Snyder has traded on eighty years of good will and audience investment in these characters.  He has taken figures that have built mythologies and made them unrecognisable, emptying their narratives of meaning.  And now that  Warner Bros. and DC have tried to build a world upon a foundation of nihilism and cynicism, without replacing the elements of  that universe that they let be desecrated, all that is left is a universe devoid of substance.  Nothing for an audience to return to, to mull over or take inspiration from.  And if heroes don’t have morals, or ideals, or identifiable struggles, if they are all just CGI splash and grating sonics, they fade instantly.  Their films die near immediately at the box office.  They themselves dissolve near immediately in the mind.  Once the spectacle is consumed, it instantaneously fades.

And that made me, amidst all of this despair and mess, cautiously hopeful.  Because this film’s relative failure – initially buoyed by the hopes of an audience that were dashed upon seeing the final product – is a harbinger of the failure that awaits the DC cinematic universe if they follow the patented Snyder brand of dreary, superficial mediocrity.  And since Warner Bros. cannot afford to risk a repeat of this scenario – audiences are less likely to fall for this trick again – that doesn’t look so likely as it had before.

To end on a happier note: it’s for this exact reason that so many viewers have become fixated on Gal Gadot’s smile.  Wonder Woman’s flash of excitement is the one thing that shines bright amidst this turgid, dreary mess of a film.  Because that smile implies joy.  It implies hope.  Amidst all this droning CGI carnage, that one movement the lips implies a depth of character – or at least just another layer to a character – that is lacking everywhere else on the screen.

And what that suggests to me is that Warner Bros., if they have the clarity to see the audience reaction for what it is – unbridled excitement for the film, and complete disinterest in what Snyder and Goyer presented – it could signal a fundamental redirection for this universe.

And the signals are there that this could already be happening.  The upcoming Suicide Squad has now gone back for reshoots to bump up its character interaction, something sorely missing from Snyder’s film in which Superman and Wonder Woman do not even speak; the director of Aquaman, James Wan, has already distanced himself from Snyder’s oppressive, joyless tone.

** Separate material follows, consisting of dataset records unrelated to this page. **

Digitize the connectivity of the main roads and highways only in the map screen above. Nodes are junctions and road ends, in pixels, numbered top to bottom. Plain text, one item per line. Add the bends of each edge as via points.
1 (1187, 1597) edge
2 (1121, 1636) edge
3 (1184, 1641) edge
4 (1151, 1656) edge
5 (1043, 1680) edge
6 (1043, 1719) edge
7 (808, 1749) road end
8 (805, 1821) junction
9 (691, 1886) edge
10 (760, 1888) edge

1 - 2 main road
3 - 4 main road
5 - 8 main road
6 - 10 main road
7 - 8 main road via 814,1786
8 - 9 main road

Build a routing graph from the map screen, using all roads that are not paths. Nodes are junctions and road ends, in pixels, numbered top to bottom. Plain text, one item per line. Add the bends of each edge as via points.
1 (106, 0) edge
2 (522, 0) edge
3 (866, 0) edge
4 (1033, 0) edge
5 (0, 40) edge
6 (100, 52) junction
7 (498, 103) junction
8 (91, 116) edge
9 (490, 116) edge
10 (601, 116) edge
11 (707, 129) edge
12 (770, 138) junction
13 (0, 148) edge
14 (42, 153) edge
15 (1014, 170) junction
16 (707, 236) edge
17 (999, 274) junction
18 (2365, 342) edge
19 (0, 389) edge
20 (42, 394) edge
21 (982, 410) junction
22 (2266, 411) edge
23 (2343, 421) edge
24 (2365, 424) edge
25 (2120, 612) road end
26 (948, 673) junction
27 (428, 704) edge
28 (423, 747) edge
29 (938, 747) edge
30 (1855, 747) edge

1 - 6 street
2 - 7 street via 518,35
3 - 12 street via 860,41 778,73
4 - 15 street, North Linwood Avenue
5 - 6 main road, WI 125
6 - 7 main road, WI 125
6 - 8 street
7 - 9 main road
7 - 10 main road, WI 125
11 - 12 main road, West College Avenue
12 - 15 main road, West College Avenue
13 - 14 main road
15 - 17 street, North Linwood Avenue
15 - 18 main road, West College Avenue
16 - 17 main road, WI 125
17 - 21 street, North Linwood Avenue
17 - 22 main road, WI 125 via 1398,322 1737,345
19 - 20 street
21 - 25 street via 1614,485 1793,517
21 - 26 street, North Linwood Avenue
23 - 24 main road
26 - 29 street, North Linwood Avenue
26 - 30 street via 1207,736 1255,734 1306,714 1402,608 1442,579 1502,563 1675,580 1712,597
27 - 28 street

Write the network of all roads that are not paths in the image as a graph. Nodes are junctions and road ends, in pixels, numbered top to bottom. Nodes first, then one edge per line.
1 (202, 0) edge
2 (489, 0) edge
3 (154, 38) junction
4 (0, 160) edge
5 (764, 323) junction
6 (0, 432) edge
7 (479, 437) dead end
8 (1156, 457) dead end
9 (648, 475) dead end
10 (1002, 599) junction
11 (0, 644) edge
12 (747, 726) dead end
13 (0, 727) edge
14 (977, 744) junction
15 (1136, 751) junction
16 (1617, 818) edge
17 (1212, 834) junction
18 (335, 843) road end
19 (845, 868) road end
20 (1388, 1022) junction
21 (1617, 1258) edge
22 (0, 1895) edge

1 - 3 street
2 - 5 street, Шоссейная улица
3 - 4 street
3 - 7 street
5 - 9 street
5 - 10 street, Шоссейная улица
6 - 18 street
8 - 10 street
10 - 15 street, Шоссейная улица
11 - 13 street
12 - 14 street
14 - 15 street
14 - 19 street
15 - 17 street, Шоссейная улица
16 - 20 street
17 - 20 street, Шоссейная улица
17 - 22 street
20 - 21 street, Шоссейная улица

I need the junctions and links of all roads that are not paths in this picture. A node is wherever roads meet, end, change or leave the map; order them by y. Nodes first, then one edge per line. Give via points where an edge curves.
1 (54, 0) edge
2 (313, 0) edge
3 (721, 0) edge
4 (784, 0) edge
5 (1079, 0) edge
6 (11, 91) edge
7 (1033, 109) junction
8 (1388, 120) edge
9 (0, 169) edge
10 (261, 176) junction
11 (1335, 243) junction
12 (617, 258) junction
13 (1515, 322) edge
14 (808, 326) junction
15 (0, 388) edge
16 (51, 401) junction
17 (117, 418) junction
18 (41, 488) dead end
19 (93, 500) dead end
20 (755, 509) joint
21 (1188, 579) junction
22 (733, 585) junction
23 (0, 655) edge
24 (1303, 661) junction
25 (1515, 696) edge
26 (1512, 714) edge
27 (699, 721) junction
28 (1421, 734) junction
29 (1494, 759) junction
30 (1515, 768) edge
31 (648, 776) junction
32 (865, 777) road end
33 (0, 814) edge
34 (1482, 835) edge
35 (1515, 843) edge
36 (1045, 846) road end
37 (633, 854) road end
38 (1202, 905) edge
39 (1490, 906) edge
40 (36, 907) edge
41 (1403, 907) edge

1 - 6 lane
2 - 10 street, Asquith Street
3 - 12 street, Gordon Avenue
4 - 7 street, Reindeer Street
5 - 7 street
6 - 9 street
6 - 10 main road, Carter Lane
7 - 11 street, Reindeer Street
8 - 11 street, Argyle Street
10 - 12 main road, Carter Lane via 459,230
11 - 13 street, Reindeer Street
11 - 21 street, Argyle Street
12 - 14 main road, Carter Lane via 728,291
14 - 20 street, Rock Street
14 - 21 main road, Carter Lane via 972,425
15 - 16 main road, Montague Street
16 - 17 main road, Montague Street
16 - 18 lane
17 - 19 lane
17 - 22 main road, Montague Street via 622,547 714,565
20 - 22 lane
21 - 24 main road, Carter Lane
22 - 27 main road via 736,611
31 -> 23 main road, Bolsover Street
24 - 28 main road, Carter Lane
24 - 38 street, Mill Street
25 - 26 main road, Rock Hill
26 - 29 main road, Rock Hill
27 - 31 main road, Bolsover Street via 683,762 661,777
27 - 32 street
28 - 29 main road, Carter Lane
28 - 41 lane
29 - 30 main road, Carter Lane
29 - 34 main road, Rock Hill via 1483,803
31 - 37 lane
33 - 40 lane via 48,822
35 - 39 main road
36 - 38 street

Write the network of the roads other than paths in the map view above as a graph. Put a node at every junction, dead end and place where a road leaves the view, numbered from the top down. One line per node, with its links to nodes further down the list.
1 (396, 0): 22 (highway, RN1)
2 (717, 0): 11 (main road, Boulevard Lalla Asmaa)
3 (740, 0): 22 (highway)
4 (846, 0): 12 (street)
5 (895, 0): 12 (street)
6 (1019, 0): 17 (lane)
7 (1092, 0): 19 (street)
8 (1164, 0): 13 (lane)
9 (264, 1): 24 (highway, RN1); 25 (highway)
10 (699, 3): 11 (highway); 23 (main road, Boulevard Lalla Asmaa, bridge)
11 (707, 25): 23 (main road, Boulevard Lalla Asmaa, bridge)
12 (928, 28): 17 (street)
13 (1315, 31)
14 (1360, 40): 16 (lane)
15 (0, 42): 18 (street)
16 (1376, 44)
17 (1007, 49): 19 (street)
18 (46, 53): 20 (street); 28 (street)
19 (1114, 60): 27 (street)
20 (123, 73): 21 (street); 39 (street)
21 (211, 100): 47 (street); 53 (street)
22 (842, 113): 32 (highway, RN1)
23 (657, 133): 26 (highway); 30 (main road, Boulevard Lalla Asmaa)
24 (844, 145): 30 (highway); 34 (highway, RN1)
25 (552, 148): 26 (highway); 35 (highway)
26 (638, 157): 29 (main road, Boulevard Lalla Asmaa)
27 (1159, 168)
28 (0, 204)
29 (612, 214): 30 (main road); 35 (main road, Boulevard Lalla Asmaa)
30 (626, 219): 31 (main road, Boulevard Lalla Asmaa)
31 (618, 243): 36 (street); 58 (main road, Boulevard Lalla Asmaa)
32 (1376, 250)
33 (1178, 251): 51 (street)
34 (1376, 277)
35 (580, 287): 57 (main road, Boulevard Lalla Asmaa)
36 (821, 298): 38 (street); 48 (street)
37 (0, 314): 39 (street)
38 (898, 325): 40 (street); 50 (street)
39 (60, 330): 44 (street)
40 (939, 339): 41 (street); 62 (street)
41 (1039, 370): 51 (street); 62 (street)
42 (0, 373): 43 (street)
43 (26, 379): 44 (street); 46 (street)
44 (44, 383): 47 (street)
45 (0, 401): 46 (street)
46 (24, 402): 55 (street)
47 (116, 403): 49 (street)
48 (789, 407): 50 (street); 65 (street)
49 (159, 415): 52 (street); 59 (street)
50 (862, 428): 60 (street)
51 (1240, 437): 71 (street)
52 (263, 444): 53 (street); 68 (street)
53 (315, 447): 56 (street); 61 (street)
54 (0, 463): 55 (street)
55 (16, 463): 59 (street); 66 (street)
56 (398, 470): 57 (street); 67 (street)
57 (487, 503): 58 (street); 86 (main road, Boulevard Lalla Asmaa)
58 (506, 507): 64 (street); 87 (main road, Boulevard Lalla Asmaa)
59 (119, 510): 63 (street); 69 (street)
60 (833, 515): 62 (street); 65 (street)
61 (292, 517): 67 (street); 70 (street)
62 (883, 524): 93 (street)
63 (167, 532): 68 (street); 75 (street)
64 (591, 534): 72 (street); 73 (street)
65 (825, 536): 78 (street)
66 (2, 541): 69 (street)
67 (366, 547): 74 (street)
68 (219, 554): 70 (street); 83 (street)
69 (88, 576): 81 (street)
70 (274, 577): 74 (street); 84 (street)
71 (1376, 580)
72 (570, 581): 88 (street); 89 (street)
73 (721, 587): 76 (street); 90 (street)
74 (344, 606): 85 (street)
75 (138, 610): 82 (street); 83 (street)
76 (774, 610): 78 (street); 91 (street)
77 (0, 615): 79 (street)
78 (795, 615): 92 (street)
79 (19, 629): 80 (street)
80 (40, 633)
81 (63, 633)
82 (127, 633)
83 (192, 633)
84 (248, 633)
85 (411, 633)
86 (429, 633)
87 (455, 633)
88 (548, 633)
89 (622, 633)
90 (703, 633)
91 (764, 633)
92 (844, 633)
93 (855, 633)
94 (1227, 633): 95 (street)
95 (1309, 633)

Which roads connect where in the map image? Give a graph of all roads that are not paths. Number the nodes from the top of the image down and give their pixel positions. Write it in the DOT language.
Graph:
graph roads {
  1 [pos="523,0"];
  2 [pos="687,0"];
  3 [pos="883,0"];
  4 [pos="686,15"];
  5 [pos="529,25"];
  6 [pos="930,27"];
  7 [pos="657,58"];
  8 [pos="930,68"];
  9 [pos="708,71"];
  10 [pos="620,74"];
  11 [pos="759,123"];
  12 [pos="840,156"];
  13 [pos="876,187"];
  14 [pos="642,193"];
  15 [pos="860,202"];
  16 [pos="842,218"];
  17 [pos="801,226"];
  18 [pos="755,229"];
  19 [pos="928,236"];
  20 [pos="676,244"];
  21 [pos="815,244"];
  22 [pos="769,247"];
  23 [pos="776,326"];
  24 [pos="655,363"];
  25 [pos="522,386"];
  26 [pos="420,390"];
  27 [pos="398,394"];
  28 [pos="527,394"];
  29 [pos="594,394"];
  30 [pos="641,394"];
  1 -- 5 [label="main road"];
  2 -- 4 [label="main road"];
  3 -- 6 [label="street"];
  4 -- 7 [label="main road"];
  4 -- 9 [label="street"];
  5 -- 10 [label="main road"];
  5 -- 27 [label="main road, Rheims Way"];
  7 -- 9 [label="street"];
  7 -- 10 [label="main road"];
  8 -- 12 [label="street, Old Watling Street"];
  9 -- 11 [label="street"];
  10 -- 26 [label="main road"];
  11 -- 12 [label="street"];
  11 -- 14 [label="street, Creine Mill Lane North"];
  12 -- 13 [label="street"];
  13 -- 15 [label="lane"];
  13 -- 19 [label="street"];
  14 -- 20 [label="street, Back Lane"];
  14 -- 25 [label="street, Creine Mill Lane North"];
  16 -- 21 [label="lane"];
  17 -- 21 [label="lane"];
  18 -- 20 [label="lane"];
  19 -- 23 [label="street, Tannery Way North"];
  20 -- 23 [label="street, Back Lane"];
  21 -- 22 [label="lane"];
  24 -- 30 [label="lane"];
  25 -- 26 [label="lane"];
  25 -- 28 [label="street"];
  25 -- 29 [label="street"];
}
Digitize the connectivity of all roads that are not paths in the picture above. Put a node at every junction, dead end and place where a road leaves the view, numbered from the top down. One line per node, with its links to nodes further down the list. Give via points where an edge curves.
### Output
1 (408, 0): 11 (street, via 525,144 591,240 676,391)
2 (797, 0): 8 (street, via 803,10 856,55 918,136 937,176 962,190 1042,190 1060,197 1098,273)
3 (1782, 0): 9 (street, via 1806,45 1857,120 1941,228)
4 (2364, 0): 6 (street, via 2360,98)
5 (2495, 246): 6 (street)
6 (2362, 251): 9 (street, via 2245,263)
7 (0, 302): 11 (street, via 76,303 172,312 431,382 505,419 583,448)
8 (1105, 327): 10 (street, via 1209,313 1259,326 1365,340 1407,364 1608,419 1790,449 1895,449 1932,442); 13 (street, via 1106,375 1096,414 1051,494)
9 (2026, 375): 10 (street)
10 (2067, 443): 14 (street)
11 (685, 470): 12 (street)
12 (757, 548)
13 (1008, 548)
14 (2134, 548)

But as the film finally sputtered to an end after several tedious fake-outs, I realised that even if none of these dreams come to fruition, even if in two years Zack Snyder is still turning Justice League into a seven hour joyless, glowering dirge, at least I still have The Flash and Supergirl to watch – shows that aren’t embarrassed by joy and inspiration.  Shows that actually like their own characters, and respect their audience, and that are comfortable enough in their skin not to need to pose and posture and misquote philosophies they don’t understand just to sound cool.

And with that I fired up the Supergirl/Flash crossover episode again, and happily lost myself in a world where superheroes still have something worthwhile to say about life.

flash and supergirl

IMAGE:  So much better than anything in this film it’s embarrassing

* If you want to hear my opinion of the glowering, dour sociopath that was Snyder’s Man of Steel, read here.

** To be clear, it was only after reading the credits that I realised murdered photographer was Olsen, but the meaninglessness and callousness of that death, so early in the picture, had been weighing on me the whole time, proof that Snyder had happily refused to learn anything about the criticism Man of Steel had received for its cavalier brutality.

*** Presumably Snyder’s feelings were hurt when people criticised the gleeful collateral damage of Man of Steel, but he could only be bothered paying the most glib lip service to that complaint.

**** As I type this during its third weekend after release, the film was beaten outright by critically panned Melissa McCarthy comedy The Boss.